### Assignment
Report every line from the following entries that contains the string "Plain".

•••

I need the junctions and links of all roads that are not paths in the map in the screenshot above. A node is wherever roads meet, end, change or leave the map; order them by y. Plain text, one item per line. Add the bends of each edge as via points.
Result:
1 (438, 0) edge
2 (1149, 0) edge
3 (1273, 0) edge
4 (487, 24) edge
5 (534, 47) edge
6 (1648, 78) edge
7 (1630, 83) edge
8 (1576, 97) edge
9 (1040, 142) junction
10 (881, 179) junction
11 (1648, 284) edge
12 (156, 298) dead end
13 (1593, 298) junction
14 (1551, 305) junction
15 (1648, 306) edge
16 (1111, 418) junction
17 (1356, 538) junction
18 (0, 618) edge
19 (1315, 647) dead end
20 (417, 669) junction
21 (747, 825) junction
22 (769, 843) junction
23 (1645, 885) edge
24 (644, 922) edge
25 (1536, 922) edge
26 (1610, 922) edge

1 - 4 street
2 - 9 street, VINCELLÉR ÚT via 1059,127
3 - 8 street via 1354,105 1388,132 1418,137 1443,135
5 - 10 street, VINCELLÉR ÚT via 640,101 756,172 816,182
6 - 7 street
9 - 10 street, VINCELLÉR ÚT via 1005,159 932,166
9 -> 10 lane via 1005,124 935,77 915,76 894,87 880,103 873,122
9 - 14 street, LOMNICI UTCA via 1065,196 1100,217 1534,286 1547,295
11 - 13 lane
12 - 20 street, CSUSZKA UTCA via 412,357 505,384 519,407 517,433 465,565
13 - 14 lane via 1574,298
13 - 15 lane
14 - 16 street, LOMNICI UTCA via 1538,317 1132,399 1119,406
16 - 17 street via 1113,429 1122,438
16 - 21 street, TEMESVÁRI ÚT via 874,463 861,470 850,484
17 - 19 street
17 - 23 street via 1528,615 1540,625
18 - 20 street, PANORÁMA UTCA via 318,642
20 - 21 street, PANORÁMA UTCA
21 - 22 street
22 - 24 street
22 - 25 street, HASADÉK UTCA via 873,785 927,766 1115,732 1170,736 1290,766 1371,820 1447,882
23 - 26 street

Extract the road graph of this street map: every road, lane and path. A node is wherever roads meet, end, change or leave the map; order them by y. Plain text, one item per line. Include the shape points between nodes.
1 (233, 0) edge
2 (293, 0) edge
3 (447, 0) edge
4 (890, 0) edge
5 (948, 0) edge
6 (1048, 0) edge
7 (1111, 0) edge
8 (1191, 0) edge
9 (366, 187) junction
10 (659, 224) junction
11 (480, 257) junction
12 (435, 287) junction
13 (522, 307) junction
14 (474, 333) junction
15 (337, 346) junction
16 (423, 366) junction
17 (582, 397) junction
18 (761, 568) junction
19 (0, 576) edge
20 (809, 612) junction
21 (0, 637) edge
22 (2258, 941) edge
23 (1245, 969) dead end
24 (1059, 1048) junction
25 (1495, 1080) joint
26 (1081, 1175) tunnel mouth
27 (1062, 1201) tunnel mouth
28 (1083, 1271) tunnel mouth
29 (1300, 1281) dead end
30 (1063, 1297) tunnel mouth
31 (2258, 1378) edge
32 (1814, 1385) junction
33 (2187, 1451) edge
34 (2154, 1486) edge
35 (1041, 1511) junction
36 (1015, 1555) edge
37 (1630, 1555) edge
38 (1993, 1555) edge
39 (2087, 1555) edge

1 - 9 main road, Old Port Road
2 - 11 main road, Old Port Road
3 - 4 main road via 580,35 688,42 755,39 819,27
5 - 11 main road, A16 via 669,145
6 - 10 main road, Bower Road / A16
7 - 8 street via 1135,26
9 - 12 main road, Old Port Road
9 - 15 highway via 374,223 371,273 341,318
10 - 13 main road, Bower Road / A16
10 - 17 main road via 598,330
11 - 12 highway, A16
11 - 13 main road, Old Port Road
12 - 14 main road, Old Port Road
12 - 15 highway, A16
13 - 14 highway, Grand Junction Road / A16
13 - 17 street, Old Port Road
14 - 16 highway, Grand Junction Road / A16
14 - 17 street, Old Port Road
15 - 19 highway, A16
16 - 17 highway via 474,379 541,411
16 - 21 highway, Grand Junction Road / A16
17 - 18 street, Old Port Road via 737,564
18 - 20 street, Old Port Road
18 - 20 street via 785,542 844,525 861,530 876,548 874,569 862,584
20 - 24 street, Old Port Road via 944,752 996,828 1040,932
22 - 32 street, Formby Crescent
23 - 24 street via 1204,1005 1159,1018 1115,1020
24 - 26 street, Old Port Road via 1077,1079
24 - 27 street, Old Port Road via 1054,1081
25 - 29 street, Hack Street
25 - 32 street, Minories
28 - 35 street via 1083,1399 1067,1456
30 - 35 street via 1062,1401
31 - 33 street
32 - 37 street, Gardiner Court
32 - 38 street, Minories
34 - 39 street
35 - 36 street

•••

### Answer below
I need the junctions and links of all roads that are not paths in the map in the screenshot above. A node is wherever roads meet, end, change or leave the map; order them by y. Plain text, one item per line. Add the bends of each edge as via points.
Extract the road graph of this street map: every road, lane and path. A node is wherever roads meet, end, change or leave the map; order them by y. Plain text, one item per line. Include the shape points between nodes.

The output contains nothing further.